Catch-22: Uncovering Compromised Hosts using SSH Public Keys

Attackers regularly use SSH (Secure SHell) to compromise systems, e.g., via brute-force attacks, establishing persistence by deploying SSH public keys. This ranges from IoT botnets like Mirai, over loader and dropper systems, to the back-ends of malicious operations. Identifying compromised systems at the Internet scale would be a major break-through for combatting malicious activity by enabling targeted clean-up efforts.

In this paper, we present a method to identify compromised SSH servers at scale. For this, we use SSH's behavior to only send a challenge during public key authentication, to check if the key is present on the system. Our technique neither allows us to access compromised systems (unlike, e.g., testing known attacker passwords), nor does it require access for auditing.
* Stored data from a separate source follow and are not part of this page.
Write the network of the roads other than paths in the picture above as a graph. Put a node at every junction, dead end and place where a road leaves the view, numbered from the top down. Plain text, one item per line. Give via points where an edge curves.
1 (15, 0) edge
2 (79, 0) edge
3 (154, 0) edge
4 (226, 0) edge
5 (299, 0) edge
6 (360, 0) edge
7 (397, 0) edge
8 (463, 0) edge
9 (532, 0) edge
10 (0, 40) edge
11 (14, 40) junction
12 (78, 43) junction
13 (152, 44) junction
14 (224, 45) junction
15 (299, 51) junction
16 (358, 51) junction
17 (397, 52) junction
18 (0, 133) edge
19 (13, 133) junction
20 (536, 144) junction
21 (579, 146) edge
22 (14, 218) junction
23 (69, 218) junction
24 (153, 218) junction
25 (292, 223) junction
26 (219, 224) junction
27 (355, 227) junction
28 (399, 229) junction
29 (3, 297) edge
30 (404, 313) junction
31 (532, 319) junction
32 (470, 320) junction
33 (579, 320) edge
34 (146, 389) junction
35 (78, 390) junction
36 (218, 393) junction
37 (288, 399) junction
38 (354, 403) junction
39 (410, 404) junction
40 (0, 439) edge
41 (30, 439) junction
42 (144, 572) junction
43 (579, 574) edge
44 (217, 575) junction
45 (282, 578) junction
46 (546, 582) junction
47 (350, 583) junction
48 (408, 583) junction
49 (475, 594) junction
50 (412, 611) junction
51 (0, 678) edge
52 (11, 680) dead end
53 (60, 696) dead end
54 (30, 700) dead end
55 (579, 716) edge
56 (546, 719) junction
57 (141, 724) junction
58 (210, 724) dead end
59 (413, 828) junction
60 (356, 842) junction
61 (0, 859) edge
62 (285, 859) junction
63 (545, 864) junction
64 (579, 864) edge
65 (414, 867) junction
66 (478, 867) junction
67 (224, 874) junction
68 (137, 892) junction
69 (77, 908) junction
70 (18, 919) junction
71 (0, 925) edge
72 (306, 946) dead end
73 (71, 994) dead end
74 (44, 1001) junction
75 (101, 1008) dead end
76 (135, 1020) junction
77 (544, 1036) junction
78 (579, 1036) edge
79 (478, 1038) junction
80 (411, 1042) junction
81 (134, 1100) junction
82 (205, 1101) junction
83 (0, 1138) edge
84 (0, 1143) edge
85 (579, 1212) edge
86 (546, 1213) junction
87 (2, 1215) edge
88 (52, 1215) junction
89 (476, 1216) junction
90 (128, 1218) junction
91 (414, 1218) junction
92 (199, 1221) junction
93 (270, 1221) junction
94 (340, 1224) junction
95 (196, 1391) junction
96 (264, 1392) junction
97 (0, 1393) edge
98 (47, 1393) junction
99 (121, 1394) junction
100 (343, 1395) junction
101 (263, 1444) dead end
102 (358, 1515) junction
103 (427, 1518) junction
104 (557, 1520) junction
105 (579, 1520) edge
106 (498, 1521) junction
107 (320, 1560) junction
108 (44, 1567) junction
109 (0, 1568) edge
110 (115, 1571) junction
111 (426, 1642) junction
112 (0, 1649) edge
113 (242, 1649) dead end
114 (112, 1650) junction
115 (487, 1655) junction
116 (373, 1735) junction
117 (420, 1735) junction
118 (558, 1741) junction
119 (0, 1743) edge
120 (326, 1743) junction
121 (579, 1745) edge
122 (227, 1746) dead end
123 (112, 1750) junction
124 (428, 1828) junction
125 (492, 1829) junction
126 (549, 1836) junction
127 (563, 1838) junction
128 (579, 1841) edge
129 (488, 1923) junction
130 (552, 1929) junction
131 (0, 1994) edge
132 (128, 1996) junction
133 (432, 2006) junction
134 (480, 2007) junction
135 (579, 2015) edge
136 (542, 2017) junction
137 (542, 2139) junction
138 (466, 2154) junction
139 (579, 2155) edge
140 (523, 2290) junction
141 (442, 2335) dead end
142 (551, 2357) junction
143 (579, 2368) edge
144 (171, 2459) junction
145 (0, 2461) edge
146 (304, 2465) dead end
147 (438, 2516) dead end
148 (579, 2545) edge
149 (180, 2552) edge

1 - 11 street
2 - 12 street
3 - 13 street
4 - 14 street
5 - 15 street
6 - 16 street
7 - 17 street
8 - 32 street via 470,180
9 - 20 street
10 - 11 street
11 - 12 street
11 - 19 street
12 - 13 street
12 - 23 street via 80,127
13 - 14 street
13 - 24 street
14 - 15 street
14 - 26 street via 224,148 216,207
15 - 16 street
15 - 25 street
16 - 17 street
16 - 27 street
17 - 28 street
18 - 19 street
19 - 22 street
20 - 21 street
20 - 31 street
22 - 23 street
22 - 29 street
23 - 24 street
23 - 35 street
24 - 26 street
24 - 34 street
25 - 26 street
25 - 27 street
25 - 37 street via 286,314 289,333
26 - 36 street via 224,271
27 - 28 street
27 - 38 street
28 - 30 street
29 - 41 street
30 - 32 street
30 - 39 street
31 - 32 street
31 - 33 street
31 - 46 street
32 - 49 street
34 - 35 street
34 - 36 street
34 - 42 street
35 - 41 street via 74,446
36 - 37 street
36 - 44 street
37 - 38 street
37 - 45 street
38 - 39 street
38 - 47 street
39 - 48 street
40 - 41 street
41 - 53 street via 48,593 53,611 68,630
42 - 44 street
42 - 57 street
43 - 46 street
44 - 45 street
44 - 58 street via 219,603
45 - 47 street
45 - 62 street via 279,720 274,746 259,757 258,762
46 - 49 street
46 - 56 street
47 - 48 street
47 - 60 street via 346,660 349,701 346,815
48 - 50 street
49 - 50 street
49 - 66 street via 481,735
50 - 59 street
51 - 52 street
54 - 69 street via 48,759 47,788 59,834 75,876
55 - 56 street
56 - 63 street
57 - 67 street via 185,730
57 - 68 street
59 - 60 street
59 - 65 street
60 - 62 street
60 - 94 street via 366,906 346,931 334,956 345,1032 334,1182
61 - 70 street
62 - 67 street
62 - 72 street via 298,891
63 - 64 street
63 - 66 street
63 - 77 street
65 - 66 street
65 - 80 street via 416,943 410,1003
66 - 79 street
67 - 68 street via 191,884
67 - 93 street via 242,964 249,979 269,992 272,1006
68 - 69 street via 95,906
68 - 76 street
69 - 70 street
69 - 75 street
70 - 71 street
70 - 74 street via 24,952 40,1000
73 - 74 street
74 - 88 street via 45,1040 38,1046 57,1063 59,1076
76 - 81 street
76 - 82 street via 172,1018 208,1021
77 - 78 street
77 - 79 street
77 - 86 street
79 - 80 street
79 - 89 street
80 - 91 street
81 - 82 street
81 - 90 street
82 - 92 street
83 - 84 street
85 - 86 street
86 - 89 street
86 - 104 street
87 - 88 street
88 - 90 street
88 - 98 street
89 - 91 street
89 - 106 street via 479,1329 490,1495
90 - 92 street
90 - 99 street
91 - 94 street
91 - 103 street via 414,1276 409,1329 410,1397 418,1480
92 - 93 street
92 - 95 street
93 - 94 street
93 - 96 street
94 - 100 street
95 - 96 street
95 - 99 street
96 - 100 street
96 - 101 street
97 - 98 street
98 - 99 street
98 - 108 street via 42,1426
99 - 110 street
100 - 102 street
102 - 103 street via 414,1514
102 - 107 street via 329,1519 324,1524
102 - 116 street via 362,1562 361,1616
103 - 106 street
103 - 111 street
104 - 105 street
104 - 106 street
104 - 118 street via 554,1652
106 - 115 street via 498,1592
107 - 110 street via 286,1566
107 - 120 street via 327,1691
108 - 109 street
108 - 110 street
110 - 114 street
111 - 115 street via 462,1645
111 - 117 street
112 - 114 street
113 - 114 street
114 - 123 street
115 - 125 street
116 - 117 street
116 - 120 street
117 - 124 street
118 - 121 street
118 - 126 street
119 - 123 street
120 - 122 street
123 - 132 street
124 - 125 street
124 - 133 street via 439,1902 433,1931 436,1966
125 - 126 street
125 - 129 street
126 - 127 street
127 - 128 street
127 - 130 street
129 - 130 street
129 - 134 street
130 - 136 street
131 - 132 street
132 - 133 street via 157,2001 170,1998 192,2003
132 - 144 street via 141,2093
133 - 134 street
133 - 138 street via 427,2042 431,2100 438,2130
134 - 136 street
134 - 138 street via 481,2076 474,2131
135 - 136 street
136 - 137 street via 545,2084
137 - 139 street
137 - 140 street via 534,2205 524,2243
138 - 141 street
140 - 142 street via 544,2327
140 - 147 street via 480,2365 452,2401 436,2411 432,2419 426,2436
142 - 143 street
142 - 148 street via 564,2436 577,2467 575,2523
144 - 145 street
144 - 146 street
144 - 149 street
With our methodology used at an Internet-wide scan, we identify more than 21,700 unique systems (1,649 ASes, 144 countries) where attackers installed at least one of 52 verified malicious keys provided by a threat intelligence company, including critical Internet infrastructure. Furthermore, we find new context on the activities of malicious campaigns like, e.g., the 'fritzfrog' IoT botnet, malicious actors like 'teamtnt', and even the presence of state-actor associated keys within sensitive ASes. Comparing to honeypot data, we find these to under-/over-represent attackers' activity, even underestimating some APTs' activities. Finally, we collaborate with a national CSIRT and the Shadowserver Foundation to notify and remediate compromised systems. We run our measurements continuously and automatically share notifications.